The Gospel is the Heart of the Scriptures
Someone might say to this “but why do you have to put the ‘gospel’ label on it? Isn’t it actually more accurate to just say ‘biblical’?” My answer is that it is not more accurate. The reason is that the gospel is at the heart of the Scriptures. Therefore, any view of productivity that is truly “Scripture-centered” must necessarily be gospel-centered. I want to draw that connection, because it is essential.
The Essence of Gospel-Driven Productivity
The chief implication the gospel has for our productivity is that the guiding principle in all the things we get done should be the good of others.

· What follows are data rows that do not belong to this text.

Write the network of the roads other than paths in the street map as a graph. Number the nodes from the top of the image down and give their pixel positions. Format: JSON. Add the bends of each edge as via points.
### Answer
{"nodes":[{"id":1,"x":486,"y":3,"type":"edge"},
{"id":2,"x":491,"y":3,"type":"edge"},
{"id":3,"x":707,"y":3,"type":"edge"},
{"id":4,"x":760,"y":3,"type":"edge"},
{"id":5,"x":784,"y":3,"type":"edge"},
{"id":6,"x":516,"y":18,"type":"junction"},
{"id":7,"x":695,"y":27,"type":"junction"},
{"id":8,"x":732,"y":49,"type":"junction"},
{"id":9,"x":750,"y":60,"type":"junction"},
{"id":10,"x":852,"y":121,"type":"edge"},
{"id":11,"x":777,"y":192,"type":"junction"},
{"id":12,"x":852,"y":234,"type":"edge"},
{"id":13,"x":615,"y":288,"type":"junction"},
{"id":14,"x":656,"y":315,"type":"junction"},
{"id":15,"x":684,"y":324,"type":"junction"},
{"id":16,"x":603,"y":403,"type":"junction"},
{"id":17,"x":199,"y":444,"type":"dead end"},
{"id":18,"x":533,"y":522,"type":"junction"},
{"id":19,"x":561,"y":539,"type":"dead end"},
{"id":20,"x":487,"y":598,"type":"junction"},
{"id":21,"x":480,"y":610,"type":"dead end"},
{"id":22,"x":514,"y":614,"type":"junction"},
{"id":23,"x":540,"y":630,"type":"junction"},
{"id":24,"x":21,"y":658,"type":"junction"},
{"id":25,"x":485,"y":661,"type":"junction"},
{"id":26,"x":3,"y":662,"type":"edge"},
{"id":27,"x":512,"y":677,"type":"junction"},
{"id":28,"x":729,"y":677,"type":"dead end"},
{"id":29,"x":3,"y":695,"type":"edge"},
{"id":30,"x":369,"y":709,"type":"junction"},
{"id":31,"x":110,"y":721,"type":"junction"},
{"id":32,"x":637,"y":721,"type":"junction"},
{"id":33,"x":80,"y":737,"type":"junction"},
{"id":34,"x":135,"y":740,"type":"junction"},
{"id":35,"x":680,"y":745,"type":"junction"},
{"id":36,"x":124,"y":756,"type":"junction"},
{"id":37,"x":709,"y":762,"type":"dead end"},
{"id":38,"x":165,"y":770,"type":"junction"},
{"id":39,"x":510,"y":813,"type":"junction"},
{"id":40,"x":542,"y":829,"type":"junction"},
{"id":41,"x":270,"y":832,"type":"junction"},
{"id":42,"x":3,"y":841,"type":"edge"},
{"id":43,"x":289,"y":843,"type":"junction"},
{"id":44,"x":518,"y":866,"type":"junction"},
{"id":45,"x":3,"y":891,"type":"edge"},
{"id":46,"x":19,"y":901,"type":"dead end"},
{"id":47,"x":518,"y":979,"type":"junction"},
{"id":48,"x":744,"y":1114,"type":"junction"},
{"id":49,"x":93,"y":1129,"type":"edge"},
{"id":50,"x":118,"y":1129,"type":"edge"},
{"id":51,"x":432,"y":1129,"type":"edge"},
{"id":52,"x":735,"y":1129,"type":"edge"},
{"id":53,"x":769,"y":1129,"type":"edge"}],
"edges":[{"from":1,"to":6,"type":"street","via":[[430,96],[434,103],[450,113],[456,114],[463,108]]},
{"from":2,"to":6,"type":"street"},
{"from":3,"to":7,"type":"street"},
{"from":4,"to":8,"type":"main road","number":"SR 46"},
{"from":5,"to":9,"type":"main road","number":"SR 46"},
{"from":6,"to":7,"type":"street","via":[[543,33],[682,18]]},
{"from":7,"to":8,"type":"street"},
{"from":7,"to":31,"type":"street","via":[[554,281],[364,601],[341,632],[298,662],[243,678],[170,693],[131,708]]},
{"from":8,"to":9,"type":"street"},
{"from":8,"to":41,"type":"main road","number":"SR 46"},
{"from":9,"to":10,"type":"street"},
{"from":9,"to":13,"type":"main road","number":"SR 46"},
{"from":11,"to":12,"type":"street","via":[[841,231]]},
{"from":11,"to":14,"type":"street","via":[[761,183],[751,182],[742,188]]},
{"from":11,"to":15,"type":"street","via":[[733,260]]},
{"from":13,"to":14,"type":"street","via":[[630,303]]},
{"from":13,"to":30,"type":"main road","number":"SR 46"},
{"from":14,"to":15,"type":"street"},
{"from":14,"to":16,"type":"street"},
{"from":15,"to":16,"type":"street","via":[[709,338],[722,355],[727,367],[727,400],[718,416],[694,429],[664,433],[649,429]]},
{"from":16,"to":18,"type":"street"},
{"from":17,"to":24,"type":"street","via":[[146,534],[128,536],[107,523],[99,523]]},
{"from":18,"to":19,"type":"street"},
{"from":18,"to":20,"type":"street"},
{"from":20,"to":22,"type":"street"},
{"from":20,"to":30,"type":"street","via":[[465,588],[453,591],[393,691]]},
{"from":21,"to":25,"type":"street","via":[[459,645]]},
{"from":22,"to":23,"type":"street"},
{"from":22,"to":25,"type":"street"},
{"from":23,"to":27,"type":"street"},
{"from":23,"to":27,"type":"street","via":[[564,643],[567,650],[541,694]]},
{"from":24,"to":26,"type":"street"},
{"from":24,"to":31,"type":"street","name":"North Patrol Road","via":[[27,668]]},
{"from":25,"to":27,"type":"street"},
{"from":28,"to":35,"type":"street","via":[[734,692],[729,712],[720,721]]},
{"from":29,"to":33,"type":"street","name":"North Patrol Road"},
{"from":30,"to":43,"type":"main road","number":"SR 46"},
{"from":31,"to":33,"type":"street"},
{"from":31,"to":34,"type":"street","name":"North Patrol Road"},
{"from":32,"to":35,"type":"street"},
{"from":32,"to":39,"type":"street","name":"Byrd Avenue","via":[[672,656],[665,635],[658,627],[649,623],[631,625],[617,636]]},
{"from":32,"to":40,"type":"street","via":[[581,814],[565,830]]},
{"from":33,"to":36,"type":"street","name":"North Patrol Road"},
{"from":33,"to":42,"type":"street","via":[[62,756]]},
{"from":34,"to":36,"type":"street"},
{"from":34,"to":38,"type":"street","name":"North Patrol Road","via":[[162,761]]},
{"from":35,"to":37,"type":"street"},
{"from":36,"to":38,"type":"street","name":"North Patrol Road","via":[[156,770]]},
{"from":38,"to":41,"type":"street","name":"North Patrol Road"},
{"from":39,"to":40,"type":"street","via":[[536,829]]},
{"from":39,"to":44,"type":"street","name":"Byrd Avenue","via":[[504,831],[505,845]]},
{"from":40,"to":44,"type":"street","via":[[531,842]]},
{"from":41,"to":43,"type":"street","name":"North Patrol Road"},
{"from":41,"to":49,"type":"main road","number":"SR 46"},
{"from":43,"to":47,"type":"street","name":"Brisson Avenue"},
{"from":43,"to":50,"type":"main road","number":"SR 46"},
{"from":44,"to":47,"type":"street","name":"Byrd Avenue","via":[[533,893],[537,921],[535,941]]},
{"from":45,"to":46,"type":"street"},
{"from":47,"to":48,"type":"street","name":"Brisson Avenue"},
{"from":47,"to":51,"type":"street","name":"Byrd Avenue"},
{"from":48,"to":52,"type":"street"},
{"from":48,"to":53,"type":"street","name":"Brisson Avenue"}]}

Just as Jesus in the gospel put our needs ahead of his own, even to the point of dying on the cross, we are to see all that we do as an avenue for serving others — putting their needs ahead of ours, just as Jesus did for us. And we are to do this from acceptance with God on the basis of the gospel, not for acceptance with God.

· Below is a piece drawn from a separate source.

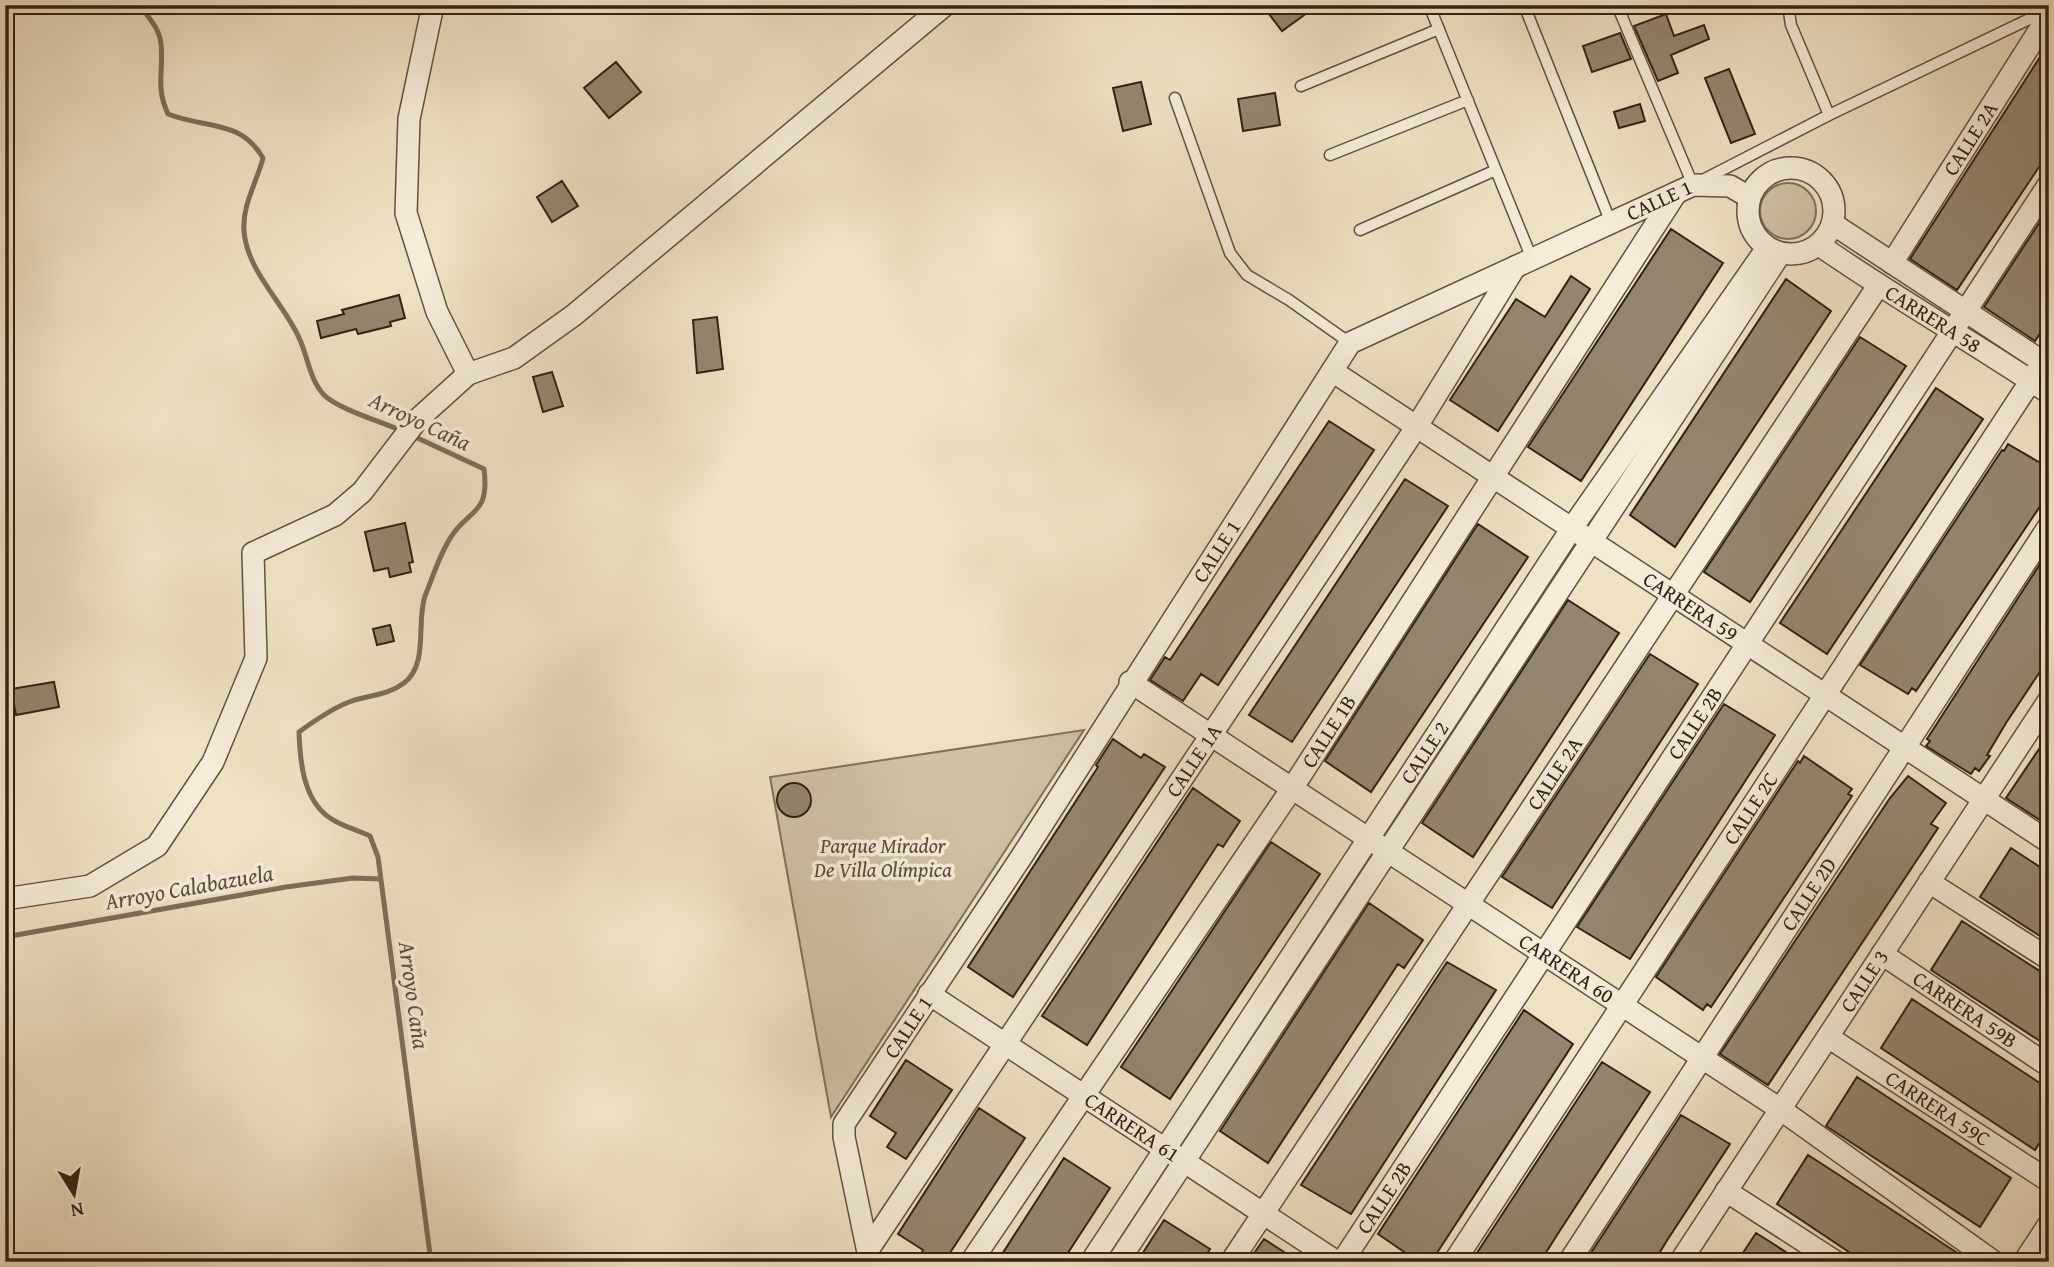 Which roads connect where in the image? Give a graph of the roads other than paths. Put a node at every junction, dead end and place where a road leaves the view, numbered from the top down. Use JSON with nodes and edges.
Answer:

That’s the heart of what it means to be “gospel-driven” and live a truly productive life. “Scripture-centered productivity” doesn’t capture that. “Gospel-Driven Productivity” does.
What it Really Means to be “Gospel-Driven”
Using the phrase “gospel-driven” also helps capture other thing — namely, that if you say “wait, the term ‘gospel-driven’ doesn’t communicate that to me at all,” then you are not understanding the gospel.
In other words, everyone who considers themselves gospel-centered needs to understand that you cannot claim that the gospel is the center of your life if you aren’t living your life first of all for the good of others rather than yourself.
This means if you are a “gospel-centered” leader, you lead for the welfare of your people first, not your own advantage, comfort, and advancement (Matthew 20:25-28). (This means getting rid of command and control, authoritarian leadership that sees people only as tools to get the job done, rather than as valuable people in the image of God to be treated with respect.)
If you are a gospel-centered business owner, you manage your business to make a real contribution to society, not simply make a profit.
And if you are gospel-driven in the way you get things done (as all Christians should be), then you make the good of others your motive in all you do, rather than just doing things to get to the bottom of your list or increase your own personal peace and affluence.
I see many who claim to be gospel-centered because they really like proclaiming the gospel, but who don’t allow the gospel to guide and shape their actions at work. They are sometimes just as selfish in the way they do things as the world is (often more so! a true irony). This is a terrible testimony and it does a lot of harm. It undermines the gospel and therefore is not gospel-centered in the slightest. We need to change this, and become truly gospel-driven in our deeds as well as words.
Is the Term “Gospel-Centered” Cliche?
It is certainly true that some have attached the term “gospel-centered” to their ideas without actually knowing what it means. When the term “gospel-centered” is used in a trite and superficial way, it is unfortunate.
But when you understand what gospel-centered really means, it is anything but trite or superficial. It is not the “flavor of the month” in Christianity, but rather at the very core of Christianity.
Thus, from all this we can see why a phrase like “Scripture-centered productivity” actually doesn’t communicate my point. Certainly I am trying to say that we are to be guided by the Scriptures in how we think about productivity. But I’m trying to say more. My point is that since the gospel is at the heart of the Scriptures, when we think of the Scriptures we are to first think of the gospel. It is the gospel, not just the concept of Scripture in an abstract sense, that is to guide our productivity.
And to be guided by the gospel is to be guided by love, of which the gospel is the greatest demonstration in all the universe.